[Problem description] Output every entry exactly as written.

Stored data entries:

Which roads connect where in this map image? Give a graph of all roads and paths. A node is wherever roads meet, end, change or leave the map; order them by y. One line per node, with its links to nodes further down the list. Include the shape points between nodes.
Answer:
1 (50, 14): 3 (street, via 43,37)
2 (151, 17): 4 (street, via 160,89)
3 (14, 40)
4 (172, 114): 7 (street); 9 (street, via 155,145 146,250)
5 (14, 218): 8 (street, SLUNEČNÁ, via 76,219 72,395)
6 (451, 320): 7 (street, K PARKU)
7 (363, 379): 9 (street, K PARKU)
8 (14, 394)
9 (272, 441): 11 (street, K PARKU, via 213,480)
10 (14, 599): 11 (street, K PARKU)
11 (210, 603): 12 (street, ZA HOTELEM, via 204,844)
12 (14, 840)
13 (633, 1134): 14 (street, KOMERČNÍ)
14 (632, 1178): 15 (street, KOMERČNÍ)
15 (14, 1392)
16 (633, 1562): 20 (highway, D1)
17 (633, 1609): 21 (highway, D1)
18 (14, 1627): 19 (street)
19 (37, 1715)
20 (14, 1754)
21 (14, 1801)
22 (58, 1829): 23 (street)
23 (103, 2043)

[Reply to the task]
Which roads connect where in this map image? Give a graph of all roads and paths. A node is wherever roads meet, end, change or leave the map; order them by y. One line per node, with its links to nodes further down the list. Include the shape points between nodes.
Answer:
1 (50, 14): 3 (street, via 43,37)
2 (151, 17): 4 (street, via 160,89)
3 (14, 40)
4 (172, 114): 7 (street); 9 (street, via 155,145 146,250)
5 (14, 218): 8 (street, SLUNEČNÁ, via 76,219 72,395)
6 (451, 320): 7 (street, K PARKU)
7 (363, 379): 9 (street, K PARKU)
8 (14, 394)
9 (272, 441): 11 (street, K PARKU, via 213,480)
10 (14, 599): 11 (street, K PARKU)
11 (210, 603): 12 (street, ZA HOTELEM, via 204,844)
12 (14, 840)
13 (633, 1134): 14 (street, KOMERČNÍ)
14 (632, 1178): 15 (street, KOMERČNÍ)
15 (14, 1392)
16 (633, 1562): 20 (highway, D1)
17 (633, 1609): 21 (highway, D1)
18 (14, 1627): 19 (street)
19 (37, 1715)
20 (14, 1754)
21 (14, 1801)
22 (58, 1829): 23 (street)
23 (103, 2043)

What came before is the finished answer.